You don't have to take it from me. Just look around. One by one, the economic meltdown is slaying one shibboleth of the uber-free-market camp after another.

Here are some of the inflexible, hardcore beliefs that are crashing along with the stock market:

• Individuals always know best

Not so much, it turns out. The whole financial crisis is rooted in irrational personal decisions. Consumers borrowed more than they could afford based on the naive assumption that housing prices would always go up. Not just a few people -- lots and lots of them.

• Firms always manage resources better than government

Let's take a poll of Lehman Brothers shareholders to see how they feel about that statement. One of the most remarkable things about the whole crisis is the amount of wealth destroyed by private firms. The shareholders and managers of firms like Bear Stearns, Lehman, AIG, Countrywide, and others destroyed themselves.

That can't be blamed on flawed regulation. No matter how bad the regulatory scheme, it's never rational for private firms to destroy themselves along with all of the wealth of their shareholders.

It's definitely true that government incompetence deserves a share of the blame (e.g., Fannie and Freddie, or the push to put low-income citizens in homes they couldn't afford), but that doesn't make blindly eliminating regulations the answer. Deregulation and sensible regulation are not synonymous.

• Tax cuts are an economic miracle balm

I suppose one could argue that the economy would be in even worse shape right now without the Bush tax cuts -- but that's pretty thin gruel. The more reasonable argument is that the deficits that have accumulated over the last eight years -- during relatively good economic times -- are a hugely destabilizing force going forward. Everything happening right now is made much worse by the fact that the United States is highly indebted to the rest of the world. The ideologues pushed tax cuts without demanding corresponding spending cuts, and that's just plain irresponsible.

Three entities borrowed recklessly over the past decade: homeowners, Wall Street, and the U.S. government. So far, only two of them have had their reckoning.
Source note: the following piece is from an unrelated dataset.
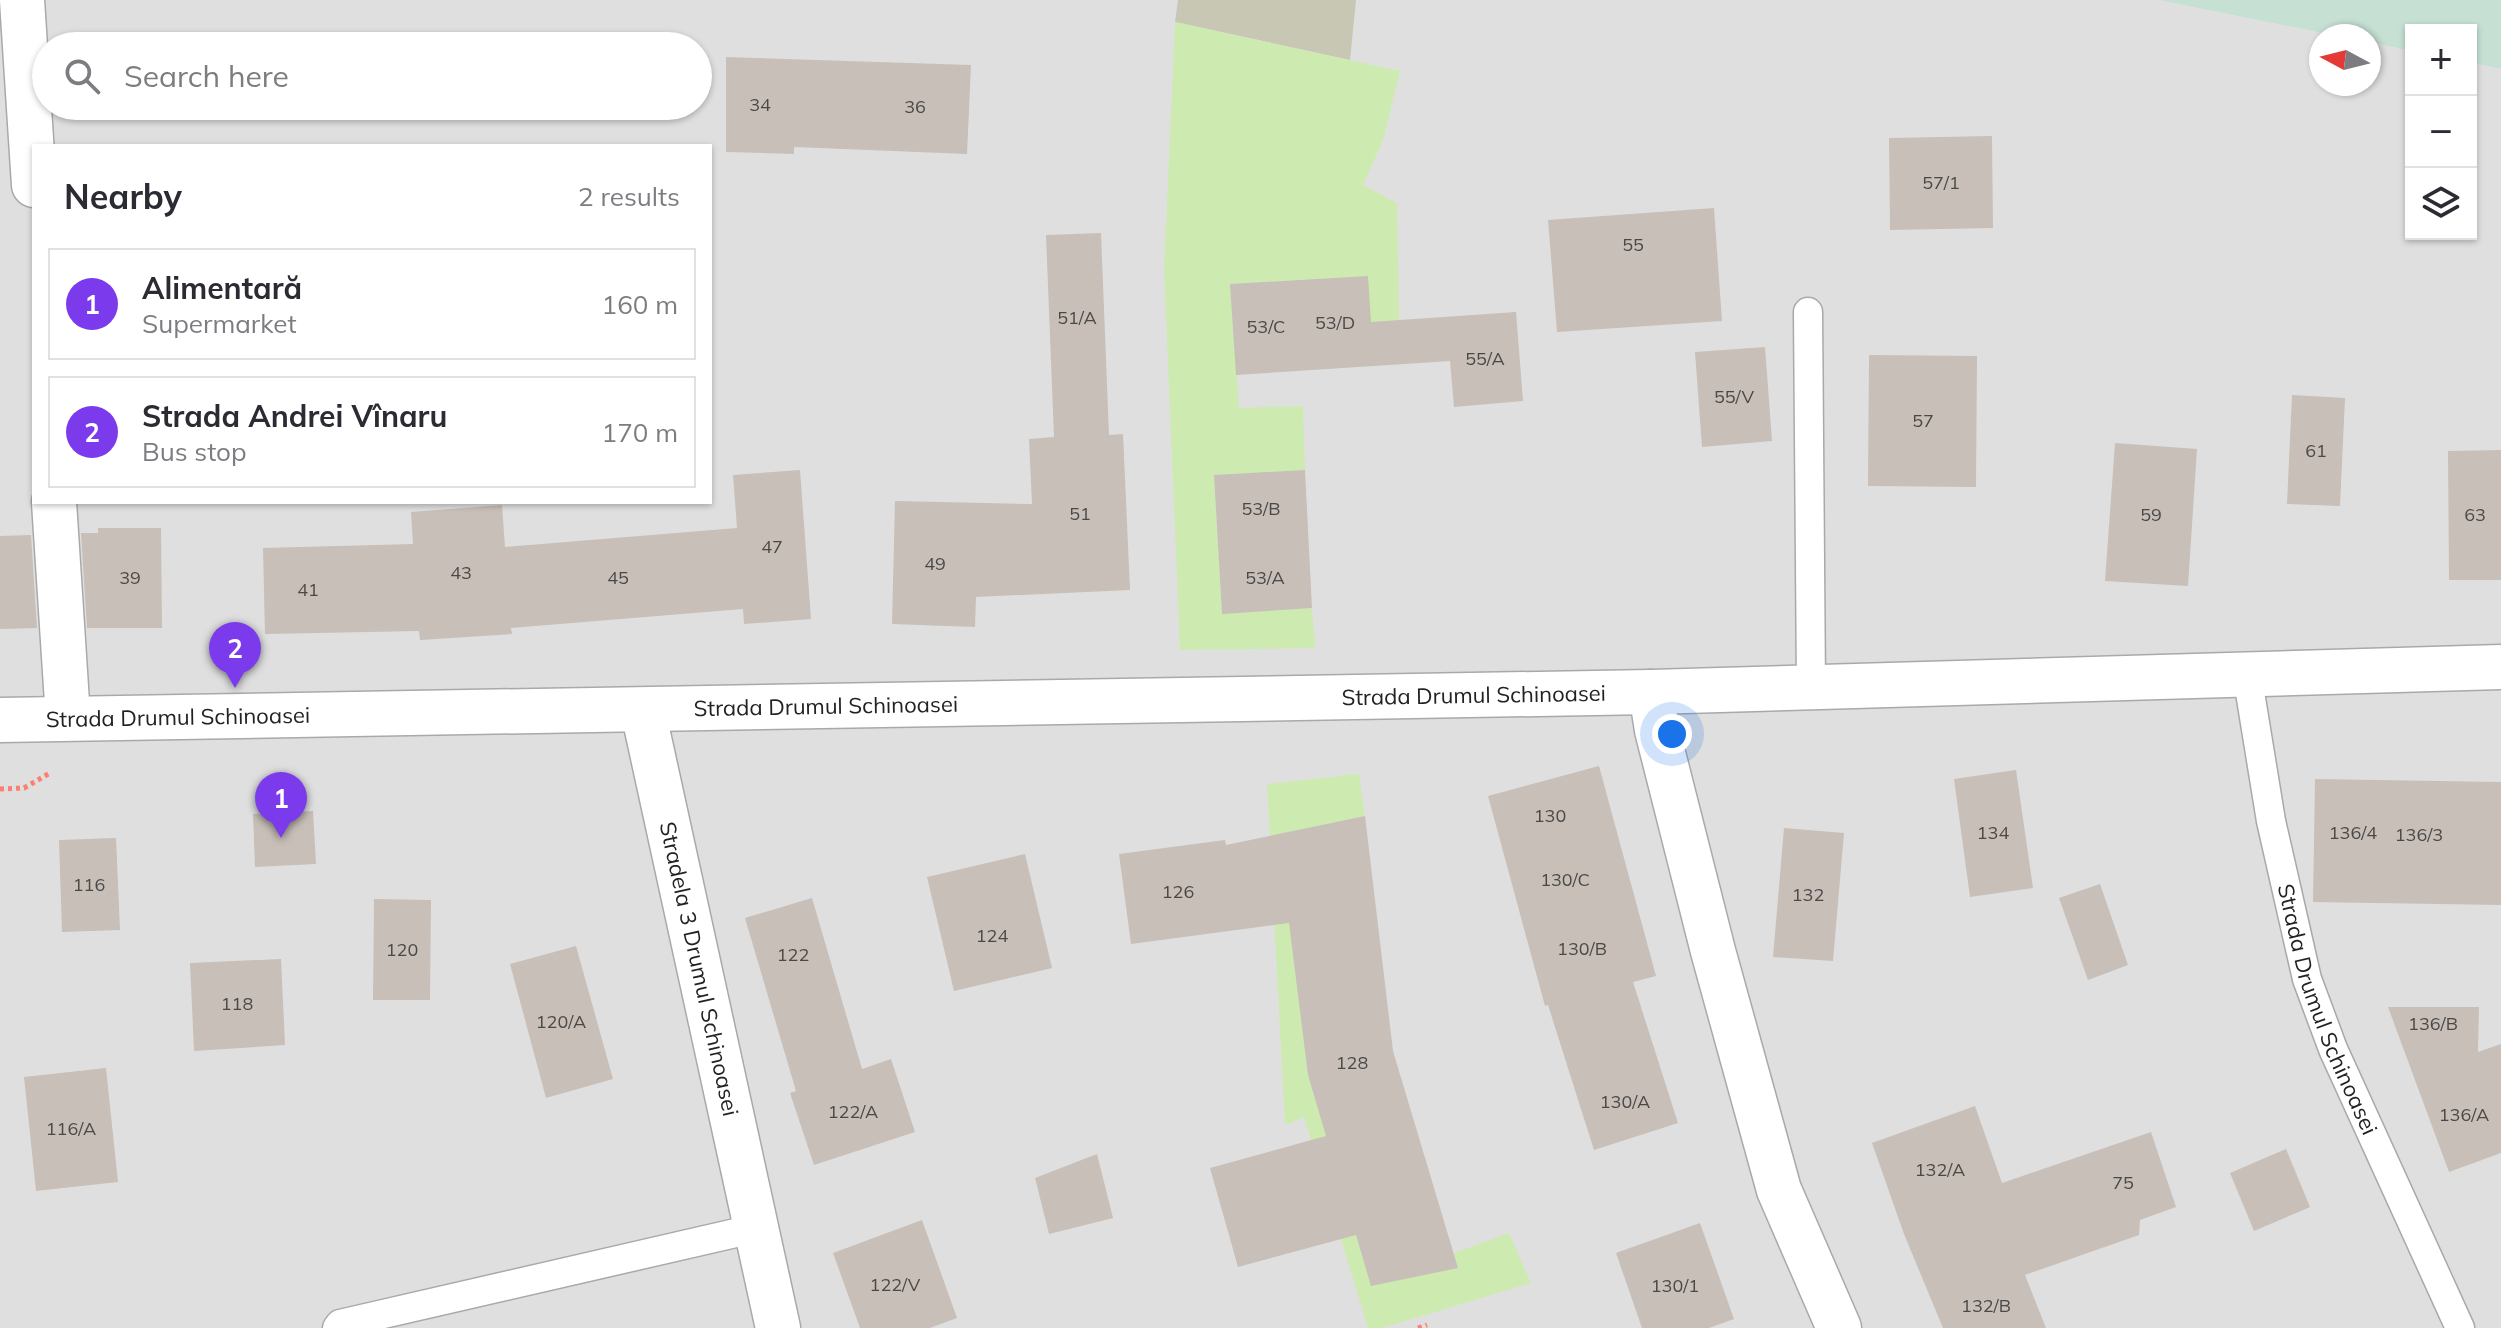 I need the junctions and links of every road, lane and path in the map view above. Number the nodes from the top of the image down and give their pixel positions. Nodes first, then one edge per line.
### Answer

• Less government is always better

I don't think most Americans are prepared to tell Hank Paulson and Ben Bernanke to leave the markets alone right now. Nor are they pushing for the FDIC to scrap the insurance on bank deposits. And many of us are wondering: 1) What is a credit default swap? 2) How could something I've never heard of be destabilizing the economy? and 3) Why didn't someone do something about this?

Does all of this mean that economics books should be burned and Nobel Prizes returned to Stockholm? Absolutely not. The free-market zealots were never right in the first place; they twisted, bastardized, and oversimplified conventional economic thinking. They saw simplicity where the bulk of economists saw tradeoffs and qualifications. They clung to simple and elegant views despite all evidence to the contrary -- and the analysis in the first 10 chapters of any basic microeconomics text.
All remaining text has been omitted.